▶ [Given records]
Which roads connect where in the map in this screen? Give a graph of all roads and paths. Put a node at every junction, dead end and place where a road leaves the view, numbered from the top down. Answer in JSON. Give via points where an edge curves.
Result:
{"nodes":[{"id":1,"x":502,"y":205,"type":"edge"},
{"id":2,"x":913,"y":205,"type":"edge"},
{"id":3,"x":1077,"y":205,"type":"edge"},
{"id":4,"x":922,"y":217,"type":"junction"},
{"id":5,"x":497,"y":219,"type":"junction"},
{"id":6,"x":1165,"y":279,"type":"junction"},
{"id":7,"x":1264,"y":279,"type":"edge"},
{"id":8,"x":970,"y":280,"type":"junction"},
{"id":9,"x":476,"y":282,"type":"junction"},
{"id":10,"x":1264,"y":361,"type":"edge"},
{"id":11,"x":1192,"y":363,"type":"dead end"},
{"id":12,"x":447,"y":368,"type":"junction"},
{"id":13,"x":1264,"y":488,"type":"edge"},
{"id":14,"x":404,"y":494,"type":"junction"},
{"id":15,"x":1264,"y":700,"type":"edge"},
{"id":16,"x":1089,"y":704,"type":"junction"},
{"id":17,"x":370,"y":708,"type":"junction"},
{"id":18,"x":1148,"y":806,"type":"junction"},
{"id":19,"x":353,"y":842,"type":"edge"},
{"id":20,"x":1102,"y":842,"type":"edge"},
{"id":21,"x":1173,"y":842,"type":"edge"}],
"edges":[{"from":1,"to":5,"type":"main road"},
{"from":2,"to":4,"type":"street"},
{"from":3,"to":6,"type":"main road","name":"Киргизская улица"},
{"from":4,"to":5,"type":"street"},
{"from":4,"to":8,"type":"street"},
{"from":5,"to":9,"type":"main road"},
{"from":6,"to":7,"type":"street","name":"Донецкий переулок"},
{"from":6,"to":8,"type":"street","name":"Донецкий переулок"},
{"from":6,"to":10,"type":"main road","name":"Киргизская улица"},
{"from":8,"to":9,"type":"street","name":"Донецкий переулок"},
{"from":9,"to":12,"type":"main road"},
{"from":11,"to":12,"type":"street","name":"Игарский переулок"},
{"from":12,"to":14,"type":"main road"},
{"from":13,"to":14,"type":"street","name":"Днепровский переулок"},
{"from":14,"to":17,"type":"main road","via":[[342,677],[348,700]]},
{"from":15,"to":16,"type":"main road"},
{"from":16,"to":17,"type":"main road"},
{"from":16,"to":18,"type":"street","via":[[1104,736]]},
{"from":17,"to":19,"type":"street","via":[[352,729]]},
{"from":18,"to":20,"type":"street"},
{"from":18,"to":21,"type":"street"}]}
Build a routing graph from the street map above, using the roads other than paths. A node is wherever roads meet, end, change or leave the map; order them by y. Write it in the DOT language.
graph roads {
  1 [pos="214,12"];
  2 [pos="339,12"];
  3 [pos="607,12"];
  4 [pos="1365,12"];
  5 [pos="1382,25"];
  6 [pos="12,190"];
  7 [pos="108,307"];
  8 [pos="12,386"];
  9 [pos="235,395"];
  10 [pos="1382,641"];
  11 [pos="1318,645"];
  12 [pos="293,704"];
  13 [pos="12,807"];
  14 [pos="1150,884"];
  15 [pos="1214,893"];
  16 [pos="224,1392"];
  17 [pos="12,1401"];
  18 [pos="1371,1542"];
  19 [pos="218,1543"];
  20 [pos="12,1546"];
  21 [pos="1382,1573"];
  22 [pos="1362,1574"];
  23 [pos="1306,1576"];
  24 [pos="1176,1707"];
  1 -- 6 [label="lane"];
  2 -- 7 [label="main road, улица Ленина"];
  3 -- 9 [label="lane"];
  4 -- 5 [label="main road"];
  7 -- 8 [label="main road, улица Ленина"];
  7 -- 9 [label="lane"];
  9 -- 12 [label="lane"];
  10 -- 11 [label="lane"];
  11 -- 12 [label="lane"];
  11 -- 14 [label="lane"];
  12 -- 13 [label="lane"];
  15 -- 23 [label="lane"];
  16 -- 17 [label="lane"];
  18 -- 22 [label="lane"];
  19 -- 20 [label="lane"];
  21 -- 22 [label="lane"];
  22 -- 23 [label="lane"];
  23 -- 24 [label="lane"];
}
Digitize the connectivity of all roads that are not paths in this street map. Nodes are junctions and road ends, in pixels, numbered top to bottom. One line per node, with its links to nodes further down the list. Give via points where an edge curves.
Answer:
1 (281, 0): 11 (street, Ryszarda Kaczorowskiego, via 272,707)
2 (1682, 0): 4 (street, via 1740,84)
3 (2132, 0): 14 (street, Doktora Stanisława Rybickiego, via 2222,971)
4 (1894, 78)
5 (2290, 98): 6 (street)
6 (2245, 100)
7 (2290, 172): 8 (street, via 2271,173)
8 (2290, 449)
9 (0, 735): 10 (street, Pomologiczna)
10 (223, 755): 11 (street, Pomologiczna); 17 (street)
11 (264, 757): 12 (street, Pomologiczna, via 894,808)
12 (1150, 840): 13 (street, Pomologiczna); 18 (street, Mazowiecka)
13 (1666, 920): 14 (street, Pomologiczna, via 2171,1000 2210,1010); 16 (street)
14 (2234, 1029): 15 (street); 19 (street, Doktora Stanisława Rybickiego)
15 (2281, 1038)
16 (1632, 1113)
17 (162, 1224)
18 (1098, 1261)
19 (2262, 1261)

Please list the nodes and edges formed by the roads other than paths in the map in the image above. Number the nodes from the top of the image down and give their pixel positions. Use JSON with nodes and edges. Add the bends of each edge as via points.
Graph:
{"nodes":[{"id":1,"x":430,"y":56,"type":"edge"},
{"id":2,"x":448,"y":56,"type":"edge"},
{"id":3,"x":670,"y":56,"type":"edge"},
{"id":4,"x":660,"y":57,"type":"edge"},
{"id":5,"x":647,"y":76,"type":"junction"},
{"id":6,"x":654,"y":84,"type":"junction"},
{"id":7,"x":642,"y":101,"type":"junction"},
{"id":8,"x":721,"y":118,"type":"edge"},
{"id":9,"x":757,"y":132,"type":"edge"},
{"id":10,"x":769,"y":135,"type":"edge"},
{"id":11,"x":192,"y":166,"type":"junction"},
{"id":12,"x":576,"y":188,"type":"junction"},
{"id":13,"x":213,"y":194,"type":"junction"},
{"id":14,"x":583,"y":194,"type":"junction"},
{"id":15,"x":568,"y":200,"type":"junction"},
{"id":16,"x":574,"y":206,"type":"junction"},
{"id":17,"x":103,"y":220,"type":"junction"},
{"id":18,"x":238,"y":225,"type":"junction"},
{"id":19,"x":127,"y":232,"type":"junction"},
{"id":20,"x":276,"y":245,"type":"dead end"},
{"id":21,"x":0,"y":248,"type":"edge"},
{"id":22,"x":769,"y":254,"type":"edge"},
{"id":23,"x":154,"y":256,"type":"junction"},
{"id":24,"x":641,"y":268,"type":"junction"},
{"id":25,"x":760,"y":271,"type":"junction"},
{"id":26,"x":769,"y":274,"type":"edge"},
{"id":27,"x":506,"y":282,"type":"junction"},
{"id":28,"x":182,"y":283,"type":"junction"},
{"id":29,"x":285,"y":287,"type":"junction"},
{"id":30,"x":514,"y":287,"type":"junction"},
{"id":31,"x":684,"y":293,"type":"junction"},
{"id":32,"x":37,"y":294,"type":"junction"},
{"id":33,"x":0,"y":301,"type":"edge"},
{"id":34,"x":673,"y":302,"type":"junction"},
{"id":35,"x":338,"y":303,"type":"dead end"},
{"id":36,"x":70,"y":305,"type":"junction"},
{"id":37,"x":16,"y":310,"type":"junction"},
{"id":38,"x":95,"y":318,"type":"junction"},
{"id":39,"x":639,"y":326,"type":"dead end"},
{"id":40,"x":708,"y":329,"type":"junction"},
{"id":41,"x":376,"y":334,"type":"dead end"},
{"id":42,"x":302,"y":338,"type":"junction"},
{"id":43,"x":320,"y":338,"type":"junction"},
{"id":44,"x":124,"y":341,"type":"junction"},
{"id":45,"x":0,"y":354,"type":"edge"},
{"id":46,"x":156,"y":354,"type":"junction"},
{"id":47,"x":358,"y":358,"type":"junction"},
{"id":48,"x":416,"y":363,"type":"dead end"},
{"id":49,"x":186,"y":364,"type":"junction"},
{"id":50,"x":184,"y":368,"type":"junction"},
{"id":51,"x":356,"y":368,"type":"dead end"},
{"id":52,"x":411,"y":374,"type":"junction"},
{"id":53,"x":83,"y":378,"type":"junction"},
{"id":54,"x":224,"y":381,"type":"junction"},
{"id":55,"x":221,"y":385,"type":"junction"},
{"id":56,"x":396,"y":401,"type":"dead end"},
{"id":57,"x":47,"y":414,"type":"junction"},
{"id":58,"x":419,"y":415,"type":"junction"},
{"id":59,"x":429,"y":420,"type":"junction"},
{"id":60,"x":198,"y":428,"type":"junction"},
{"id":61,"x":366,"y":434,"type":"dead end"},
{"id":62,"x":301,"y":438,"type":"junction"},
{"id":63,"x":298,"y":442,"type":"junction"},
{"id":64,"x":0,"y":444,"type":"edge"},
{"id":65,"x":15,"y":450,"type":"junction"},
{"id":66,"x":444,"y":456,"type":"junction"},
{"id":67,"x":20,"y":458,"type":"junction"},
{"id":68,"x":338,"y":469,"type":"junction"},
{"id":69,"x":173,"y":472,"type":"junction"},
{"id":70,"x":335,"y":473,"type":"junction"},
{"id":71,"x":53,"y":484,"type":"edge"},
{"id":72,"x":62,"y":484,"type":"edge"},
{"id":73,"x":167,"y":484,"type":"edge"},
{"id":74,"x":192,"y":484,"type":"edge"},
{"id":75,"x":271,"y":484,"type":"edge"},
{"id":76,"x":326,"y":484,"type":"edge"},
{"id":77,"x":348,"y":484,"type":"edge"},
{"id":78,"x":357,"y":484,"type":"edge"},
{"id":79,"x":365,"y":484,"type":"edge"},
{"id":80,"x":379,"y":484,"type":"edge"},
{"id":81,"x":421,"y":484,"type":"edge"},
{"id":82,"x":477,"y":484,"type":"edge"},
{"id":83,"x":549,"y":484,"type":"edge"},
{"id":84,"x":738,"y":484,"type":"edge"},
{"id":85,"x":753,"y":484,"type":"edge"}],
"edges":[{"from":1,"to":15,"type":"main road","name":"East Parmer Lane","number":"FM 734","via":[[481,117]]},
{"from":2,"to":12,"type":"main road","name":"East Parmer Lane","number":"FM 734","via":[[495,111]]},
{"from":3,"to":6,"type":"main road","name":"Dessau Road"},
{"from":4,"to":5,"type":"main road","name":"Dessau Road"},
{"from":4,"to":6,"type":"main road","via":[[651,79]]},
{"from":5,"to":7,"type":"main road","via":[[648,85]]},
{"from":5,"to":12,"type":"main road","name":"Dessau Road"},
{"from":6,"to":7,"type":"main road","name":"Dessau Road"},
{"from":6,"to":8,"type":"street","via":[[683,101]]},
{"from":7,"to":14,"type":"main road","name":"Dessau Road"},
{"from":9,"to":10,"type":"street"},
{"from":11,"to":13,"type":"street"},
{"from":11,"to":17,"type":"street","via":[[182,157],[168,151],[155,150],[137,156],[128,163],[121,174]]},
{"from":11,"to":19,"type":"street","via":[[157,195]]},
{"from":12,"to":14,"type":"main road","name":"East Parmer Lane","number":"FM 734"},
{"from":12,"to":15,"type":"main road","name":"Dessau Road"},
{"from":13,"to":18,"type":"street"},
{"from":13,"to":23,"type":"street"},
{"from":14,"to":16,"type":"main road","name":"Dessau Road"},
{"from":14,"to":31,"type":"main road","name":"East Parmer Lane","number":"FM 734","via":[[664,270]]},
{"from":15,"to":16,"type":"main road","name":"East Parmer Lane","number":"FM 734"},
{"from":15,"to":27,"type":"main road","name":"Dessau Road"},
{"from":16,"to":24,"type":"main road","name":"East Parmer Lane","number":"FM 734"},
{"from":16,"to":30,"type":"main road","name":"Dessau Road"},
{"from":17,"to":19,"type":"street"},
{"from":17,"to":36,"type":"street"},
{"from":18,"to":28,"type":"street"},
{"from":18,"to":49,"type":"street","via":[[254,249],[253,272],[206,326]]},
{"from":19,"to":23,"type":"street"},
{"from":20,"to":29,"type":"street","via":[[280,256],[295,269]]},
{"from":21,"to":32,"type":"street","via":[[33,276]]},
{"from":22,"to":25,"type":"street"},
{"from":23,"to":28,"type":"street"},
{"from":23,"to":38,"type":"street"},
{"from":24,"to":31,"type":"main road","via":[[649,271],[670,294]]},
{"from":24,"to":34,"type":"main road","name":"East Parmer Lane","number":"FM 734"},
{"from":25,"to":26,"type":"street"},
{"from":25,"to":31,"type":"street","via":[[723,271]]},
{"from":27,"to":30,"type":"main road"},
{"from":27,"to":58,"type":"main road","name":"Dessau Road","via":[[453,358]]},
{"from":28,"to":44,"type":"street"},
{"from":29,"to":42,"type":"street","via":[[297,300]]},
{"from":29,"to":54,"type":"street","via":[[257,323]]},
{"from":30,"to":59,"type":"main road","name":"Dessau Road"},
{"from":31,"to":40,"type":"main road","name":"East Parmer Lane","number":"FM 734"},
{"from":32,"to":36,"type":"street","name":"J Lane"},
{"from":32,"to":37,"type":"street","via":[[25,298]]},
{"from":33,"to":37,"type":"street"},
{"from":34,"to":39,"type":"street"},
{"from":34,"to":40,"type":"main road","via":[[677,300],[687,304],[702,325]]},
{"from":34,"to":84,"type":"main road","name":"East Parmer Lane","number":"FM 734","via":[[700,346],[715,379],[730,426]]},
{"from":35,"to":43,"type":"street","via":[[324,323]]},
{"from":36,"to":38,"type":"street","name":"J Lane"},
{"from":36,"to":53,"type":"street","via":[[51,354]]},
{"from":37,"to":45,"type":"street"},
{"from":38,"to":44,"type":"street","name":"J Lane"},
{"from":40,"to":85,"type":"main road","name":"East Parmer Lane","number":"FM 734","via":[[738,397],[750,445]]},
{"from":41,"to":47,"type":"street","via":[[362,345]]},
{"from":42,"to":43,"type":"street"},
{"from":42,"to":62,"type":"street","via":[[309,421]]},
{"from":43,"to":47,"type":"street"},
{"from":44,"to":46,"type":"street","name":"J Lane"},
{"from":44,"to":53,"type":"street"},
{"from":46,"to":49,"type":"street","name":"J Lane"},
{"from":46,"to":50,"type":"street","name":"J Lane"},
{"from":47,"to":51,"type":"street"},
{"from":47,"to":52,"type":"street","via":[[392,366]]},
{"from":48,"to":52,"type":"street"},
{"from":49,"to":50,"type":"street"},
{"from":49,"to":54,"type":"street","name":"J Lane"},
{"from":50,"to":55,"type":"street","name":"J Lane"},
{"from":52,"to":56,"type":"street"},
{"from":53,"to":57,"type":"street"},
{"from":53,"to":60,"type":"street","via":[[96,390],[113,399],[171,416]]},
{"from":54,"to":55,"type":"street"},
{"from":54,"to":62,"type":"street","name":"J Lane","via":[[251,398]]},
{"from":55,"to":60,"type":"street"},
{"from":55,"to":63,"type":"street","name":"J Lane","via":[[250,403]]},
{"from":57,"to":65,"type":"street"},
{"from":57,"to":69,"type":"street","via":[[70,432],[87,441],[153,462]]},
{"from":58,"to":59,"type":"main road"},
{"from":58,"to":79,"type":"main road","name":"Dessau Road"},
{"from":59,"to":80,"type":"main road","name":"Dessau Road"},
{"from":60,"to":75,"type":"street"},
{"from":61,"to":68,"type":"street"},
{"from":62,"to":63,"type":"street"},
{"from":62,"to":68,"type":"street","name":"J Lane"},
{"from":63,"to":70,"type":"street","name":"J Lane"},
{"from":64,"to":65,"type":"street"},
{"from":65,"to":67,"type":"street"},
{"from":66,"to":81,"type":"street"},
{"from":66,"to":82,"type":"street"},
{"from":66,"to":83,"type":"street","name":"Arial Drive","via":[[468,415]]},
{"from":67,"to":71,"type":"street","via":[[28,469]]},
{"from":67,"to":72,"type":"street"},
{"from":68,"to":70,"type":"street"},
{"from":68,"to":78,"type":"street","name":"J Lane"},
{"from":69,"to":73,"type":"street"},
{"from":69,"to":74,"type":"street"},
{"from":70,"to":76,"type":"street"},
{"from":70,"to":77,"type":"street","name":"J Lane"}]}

▶ [Work instructions] For every line in the data above that has the string "curves", return that line.

▶ [Output]
Which roads connect where in the map in this screen? Give a graph of all roads and paths. Put a node at every junction, dead end and place where a road leaves the view, numbered from the top down. Answer in JSON. Give via points where an edge curves.
Digitize the connectivity of all roads that are not paths in this street map. Nodes are junctions and road ends, in pixels, numbered top to bottom. One line per node, with its links to nodes further down the list. Give via points where an edge curves.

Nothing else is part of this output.